世界的指揮者の小澤征爾さんが6日に心不全で死去していたことが9日、分かった。88歳だった。葬儀はすでに近親者で営み、後日、お別れの会を検討しているという。
小澤さんは桐朋学園中3年時に、指揮者の齊藤秀夫氏に弟子入り。桐朋短大を卒業後に渡欧し1959年、フランスのブザンソン国際指揮者コンクールで優勝。その後、名指揮者のカラヤン氏に師事した。指揮者で作曲家のバーンスタイン氏に招かれ、米ニューヨーク・フィルハーモニックの副指揮者に就いた。
73年にボストン交響楽団で東洋人初の音楽監督に就任。オペラの名門、ウィーン国立歌劇場でも2002年から10年まで音楽監督を務めるなど「世界のオザワ」として知られた。
病気と闘うことも多かった。10年に食道がんと診断され、食道全摘出手術を受けた。当時、都内で記者会見し、病状を説明。小澤さんは「毎年末に受けている人間ドックで食道がんが見つかりました。飲んだり食べたりしても大丈夫で、検査しなくては分からなかった。皆さんにも人間ドックをお勧めします」と話していた。この会見は本人が自身の口で説明したいと希望して行われていた。

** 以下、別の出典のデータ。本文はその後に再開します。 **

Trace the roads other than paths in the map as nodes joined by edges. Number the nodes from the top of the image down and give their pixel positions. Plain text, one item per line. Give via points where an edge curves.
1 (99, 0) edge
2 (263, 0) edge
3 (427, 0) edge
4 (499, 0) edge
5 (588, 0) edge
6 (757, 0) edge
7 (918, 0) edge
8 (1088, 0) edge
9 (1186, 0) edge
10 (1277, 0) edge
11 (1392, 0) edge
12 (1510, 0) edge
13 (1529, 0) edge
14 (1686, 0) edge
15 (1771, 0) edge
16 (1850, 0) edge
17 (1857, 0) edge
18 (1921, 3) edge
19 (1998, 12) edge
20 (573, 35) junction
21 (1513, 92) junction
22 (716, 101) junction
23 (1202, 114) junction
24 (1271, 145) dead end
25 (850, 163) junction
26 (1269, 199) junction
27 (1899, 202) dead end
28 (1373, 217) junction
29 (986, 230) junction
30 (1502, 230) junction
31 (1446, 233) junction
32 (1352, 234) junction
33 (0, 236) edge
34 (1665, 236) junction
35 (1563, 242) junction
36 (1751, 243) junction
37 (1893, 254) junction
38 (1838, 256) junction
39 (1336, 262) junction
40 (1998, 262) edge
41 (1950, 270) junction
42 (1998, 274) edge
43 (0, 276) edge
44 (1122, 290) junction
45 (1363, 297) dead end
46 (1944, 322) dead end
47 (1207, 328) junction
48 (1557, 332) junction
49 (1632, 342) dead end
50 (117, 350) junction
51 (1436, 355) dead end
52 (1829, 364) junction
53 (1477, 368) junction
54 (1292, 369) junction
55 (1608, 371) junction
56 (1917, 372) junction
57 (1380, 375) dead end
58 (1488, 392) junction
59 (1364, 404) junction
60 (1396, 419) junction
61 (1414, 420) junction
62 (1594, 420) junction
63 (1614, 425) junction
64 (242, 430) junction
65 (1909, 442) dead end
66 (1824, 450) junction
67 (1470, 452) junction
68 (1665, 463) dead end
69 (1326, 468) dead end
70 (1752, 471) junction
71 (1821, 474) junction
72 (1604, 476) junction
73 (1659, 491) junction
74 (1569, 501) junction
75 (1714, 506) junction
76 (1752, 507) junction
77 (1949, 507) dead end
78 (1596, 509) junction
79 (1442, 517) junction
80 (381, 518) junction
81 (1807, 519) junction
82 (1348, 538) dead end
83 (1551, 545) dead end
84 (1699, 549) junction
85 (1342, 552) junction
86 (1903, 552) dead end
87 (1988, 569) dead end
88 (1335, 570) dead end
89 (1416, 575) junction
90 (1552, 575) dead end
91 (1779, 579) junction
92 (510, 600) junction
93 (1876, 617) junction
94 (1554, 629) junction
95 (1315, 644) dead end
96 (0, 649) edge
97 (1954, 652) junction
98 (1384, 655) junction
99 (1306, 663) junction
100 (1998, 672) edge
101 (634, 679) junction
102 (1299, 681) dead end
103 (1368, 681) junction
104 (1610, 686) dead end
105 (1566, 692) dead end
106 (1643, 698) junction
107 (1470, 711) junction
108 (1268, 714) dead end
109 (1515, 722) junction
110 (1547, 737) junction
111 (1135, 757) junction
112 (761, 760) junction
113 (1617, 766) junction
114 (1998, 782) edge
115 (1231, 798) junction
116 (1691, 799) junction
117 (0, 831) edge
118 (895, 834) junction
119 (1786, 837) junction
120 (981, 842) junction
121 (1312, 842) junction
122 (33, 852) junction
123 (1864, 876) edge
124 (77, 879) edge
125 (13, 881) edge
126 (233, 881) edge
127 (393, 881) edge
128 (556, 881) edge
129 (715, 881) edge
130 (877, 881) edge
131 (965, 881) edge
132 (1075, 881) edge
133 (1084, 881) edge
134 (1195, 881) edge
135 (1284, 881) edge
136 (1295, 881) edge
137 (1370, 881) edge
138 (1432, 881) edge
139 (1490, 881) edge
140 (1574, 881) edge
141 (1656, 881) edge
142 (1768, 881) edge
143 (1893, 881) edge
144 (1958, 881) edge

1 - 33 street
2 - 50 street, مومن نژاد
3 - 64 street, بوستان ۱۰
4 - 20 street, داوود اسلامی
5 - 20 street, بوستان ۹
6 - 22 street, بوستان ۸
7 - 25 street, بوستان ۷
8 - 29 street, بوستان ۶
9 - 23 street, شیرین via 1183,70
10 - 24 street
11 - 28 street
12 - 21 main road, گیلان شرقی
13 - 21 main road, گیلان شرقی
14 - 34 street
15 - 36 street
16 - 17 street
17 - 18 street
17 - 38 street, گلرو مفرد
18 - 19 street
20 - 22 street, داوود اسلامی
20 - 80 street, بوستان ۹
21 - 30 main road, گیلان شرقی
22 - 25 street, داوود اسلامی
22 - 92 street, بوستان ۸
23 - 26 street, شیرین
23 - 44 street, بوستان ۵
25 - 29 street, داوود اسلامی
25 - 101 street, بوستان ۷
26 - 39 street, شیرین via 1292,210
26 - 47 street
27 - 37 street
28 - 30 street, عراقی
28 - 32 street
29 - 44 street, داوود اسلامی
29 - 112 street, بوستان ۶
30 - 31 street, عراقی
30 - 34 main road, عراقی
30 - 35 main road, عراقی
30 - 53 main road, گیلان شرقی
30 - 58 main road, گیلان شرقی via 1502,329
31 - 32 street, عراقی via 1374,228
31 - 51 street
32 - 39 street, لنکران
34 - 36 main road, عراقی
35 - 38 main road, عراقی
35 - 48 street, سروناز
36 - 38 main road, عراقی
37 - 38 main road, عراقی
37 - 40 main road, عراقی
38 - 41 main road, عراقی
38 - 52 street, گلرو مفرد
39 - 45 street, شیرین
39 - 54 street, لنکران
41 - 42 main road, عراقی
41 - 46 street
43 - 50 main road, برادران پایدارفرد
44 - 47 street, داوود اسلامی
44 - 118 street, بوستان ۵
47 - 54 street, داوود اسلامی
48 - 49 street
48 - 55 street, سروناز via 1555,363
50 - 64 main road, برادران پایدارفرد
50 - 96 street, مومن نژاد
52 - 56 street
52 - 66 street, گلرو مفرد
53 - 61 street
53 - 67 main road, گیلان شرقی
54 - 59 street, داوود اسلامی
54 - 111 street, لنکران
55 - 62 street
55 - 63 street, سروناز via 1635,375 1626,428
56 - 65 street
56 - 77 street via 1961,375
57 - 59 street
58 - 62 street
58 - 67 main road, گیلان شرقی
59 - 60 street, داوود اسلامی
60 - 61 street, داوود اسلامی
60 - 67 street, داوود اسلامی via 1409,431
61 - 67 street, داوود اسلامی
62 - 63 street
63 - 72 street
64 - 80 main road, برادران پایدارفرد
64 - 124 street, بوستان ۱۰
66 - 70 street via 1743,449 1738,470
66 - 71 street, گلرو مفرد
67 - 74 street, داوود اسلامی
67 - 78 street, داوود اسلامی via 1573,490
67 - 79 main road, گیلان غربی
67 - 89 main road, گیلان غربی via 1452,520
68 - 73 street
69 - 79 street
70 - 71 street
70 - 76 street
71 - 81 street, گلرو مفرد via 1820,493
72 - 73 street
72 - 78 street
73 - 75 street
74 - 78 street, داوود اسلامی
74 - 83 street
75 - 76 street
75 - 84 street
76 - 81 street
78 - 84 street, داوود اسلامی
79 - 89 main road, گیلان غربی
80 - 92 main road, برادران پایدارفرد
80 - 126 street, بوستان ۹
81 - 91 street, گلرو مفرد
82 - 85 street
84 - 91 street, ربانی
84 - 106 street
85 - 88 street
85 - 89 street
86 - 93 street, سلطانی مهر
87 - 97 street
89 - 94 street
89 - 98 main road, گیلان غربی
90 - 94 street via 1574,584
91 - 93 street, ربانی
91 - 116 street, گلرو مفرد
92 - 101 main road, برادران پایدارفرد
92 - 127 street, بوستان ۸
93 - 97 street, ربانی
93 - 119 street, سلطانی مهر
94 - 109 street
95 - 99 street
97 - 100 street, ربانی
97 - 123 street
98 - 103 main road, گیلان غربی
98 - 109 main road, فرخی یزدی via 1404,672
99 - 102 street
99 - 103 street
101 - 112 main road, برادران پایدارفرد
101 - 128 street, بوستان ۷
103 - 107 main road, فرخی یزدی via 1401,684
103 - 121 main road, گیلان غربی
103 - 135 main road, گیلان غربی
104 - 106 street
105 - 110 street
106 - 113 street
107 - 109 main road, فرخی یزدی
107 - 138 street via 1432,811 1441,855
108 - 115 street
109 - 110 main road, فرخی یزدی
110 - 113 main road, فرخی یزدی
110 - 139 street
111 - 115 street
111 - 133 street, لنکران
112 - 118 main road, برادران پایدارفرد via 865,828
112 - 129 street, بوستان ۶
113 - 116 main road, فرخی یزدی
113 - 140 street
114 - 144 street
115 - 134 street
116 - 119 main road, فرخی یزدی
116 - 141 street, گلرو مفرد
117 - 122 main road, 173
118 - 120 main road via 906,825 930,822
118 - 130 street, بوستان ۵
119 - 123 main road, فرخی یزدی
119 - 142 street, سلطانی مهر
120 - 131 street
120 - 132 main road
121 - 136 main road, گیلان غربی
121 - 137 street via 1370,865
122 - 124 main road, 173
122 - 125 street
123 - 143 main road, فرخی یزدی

また、米メジャーのレッドソックスファンでもあり、13年に本拠地フェンウェイ・パークでワールドシリーズ開幕戦を観戦していた。当時、「今の2人(当時所属していた上原浩治氏と田沢純一)の活躍は信じられないですね。(今季フェンウェイ・パークで)なんで前の方で試合を見ないんだって、ある人から言われてね。どうやらタザワの父親だと思われていたみたいで(笑い)。2人はすごいよね。技術もあるんだろうけど、精神力がね。今日はどうしても勝ってもらわないと困るよね」と日本人選手にエールを送っていた。
長女の征良氏はエッセイスト、長男の征悦(ゆきよし)は俳優としてそれぞれ活躍している。